This research paper will develop music industry consumer analysis by focusing on the relationship between critical review information and Album sales in the digital era, specifically between 2000 and 2015. Though illegal downloading will not enter into the analysis of this paper, it does have an impact on Album sales and consumer behaviour which may be important for comprehending the results of this paper. Furthermore, the role of positive externalities on music sales is also important, most significantly for this paper the role of information and its relationship with music sales. It must also be stressed that the scope of the analysis is also limited by the availability of music sales data, though the method to overcome this issue will be elaborated in the methodology section of this paper.

2.2. Statistical Methods Research

The statistical analysis in this paper will follow the form of a mutual information analysis. There are several strengths to this kind of analysis, which make it superior to other common procedures, such as the linear regression model.
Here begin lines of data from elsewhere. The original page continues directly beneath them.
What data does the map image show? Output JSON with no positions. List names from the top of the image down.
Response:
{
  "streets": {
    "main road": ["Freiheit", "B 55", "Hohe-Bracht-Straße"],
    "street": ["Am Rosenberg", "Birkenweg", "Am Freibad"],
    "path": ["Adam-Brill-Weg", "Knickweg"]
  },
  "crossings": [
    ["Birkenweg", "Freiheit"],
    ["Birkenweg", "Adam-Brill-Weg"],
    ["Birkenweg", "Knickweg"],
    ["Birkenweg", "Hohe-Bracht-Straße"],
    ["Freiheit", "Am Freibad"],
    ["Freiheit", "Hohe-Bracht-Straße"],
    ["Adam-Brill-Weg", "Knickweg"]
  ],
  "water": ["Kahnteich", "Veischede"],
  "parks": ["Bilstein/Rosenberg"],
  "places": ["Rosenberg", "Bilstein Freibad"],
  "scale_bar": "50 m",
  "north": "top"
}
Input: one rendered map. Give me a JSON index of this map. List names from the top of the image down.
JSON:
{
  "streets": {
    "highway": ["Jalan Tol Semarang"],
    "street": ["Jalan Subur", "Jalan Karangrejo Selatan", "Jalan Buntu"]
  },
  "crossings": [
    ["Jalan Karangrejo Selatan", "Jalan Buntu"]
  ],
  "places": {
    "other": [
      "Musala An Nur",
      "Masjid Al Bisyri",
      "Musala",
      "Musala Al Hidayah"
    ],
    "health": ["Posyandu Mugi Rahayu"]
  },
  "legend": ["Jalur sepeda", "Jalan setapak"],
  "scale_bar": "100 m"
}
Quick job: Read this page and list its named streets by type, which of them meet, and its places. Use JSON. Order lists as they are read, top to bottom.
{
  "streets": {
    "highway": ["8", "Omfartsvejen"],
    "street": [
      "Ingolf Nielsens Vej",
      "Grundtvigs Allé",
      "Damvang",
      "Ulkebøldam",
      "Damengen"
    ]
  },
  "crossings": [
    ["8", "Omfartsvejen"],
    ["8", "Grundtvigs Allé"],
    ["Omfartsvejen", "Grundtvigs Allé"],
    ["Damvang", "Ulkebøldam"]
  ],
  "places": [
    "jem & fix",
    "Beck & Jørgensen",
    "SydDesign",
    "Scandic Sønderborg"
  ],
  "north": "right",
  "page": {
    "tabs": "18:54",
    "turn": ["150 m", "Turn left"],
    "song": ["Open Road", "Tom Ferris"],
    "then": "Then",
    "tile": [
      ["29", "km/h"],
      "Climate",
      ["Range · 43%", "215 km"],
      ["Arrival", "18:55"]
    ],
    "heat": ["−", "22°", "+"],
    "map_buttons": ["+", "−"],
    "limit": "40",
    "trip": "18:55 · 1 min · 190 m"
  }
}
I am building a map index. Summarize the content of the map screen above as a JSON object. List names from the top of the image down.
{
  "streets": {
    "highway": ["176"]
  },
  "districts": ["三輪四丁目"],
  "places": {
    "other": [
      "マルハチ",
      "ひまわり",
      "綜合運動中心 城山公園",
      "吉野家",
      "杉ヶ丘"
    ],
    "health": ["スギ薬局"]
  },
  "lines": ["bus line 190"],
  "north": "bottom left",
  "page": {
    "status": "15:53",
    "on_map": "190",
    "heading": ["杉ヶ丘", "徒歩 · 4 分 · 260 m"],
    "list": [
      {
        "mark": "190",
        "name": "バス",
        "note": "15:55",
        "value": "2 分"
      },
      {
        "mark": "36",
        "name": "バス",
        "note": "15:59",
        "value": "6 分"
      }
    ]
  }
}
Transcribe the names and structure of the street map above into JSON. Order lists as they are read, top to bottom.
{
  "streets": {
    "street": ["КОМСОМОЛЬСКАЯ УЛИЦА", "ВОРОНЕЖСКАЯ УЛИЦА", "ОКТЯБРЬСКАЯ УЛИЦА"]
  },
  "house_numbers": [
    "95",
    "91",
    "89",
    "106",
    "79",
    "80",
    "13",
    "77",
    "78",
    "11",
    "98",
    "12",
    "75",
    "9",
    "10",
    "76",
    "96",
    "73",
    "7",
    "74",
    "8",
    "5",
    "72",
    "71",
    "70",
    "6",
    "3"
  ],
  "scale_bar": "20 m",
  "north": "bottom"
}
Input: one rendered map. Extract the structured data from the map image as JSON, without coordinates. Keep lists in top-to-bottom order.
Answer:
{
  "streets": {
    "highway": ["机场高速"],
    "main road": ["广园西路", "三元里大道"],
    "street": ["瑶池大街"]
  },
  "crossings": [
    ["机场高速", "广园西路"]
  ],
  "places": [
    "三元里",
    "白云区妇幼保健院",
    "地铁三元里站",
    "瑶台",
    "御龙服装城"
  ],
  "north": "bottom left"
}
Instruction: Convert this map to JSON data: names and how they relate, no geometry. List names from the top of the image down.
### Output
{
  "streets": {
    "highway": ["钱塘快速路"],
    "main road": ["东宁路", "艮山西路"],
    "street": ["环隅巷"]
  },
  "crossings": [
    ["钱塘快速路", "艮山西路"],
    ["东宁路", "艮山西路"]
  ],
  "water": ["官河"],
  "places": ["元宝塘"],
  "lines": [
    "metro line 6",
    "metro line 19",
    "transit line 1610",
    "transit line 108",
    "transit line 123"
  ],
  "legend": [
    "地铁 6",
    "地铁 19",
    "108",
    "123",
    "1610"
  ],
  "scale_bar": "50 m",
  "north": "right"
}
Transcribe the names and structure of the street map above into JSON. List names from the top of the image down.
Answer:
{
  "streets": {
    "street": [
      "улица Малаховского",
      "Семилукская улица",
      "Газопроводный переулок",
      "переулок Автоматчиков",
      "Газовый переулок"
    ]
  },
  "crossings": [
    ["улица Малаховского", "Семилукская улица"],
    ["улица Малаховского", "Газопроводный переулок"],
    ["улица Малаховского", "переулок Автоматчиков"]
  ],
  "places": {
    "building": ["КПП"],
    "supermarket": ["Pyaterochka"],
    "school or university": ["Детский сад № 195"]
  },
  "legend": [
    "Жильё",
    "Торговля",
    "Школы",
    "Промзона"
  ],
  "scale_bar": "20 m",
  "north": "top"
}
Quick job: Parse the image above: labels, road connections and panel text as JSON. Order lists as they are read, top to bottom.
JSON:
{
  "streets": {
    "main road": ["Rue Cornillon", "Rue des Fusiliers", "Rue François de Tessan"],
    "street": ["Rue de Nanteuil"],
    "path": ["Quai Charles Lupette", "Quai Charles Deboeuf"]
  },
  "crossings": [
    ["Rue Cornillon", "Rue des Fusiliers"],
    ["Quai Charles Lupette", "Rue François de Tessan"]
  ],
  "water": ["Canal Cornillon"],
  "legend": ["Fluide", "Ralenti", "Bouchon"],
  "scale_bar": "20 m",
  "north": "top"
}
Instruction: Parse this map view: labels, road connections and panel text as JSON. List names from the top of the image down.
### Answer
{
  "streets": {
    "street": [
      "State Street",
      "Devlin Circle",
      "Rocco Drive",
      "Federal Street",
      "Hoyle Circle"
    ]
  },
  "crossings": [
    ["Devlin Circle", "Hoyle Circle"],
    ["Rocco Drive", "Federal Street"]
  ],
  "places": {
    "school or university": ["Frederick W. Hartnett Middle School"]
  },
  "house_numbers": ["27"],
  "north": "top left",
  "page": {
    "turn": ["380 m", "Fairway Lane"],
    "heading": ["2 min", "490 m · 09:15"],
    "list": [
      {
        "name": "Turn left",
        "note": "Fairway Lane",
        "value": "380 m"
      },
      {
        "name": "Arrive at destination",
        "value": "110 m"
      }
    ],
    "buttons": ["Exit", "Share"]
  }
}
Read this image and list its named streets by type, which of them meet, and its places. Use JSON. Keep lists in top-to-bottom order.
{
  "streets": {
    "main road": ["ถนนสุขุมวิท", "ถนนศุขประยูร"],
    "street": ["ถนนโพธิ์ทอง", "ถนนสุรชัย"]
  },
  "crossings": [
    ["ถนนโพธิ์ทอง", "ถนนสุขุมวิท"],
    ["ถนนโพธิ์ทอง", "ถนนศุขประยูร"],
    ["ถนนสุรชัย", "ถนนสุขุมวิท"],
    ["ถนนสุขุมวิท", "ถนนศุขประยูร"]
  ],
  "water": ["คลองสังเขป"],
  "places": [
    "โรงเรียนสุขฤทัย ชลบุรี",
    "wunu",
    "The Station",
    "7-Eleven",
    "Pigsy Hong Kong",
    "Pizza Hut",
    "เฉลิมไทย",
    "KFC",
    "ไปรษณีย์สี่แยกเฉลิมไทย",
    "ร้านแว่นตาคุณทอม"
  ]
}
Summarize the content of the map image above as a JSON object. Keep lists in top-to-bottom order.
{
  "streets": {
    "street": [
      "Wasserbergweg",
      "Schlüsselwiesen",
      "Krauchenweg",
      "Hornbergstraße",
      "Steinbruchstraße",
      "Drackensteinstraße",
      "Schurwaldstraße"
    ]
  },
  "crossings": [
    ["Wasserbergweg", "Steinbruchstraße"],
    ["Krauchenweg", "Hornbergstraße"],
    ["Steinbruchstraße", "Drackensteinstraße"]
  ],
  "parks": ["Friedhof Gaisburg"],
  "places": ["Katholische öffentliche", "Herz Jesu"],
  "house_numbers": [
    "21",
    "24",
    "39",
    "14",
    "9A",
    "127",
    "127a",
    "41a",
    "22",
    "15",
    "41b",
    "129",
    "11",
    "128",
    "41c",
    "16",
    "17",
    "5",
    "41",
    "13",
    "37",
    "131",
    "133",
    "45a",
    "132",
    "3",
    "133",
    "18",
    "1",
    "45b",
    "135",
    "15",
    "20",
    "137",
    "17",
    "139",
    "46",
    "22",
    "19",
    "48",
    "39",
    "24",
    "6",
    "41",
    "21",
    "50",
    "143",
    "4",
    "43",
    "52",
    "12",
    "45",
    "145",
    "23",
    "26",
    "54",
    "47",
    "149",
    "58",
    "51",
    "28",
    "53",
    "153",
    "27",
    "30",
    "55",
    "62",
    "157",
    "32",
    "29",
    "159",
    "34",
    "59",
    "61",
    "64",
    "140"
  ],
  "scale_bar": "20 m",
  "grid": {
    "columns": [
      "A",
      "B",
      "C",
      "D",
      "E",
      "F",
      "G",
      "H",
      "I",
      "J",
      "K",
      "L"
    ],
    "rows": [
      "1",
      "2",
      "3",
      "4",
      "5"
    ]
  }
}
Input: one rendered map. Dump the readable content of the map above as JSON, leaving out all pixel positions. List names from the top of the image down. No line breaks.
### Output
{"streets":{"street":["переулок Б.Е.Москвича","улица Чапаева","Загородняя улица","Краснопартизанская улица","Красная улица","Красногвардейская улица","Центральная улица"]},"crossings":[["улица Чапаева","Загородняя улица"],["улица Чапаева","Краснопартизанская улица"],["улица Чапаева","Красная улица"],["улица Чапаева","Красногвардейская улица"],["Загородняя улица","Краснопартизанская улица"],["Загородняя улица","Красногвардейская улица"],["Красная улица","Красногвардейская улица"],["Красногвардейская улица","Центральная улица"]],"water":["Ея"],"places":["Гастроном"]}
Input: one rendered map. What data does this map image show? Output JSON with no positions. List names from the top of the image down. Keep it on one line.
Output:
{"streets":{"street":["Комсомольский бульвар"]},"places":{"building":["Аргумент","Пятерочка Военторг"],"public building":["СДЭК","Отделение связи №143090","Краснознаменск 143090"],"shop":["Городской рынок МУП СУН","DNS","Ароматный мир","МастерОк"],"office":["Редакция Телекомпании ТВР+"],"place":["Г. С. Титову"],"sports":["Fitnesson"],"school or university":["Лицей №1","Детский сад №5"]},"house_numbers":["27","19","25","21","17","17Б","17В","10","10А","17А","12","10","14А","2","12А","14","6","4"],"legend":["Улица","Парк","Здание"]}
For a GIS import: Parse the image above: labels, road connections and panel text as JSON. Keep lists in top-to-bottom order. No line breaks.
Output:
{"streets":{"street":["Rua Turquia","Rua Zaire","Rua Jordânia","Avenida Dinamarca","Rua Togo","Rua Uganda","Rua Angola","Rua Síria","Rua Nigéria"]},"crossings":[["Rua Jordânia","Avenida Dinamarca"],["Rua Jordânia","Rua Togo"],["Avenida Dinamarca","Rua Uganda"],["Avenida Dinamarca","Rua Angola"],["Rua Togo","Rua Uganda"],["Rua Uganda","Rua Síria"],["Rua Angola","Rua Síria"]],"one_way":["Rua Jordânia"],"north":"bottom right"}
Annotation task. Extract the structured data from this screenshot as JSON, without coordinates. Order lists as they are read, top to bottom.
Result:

The literature surrounding mutual information will be discussed in brief now.

Mutual information is a statistical concept that measures the relationship between two variables simultaneously (Learned-Miller, 2013, p. 4). The metric measures how much information can be communicated, using the knowledge of one variable, regarding another. There are two main advantages of using mutual information that are widely acclaimed by researchers. Firstly, the measure does not assume any underlying theoretical probability distribution (Dionisia, 2006, p. 4). This simplification, which occurs in other models, can unfairly reduce the measure of information contained within one variable regarding another. This implies that the level of information measured between variables is often underestimated.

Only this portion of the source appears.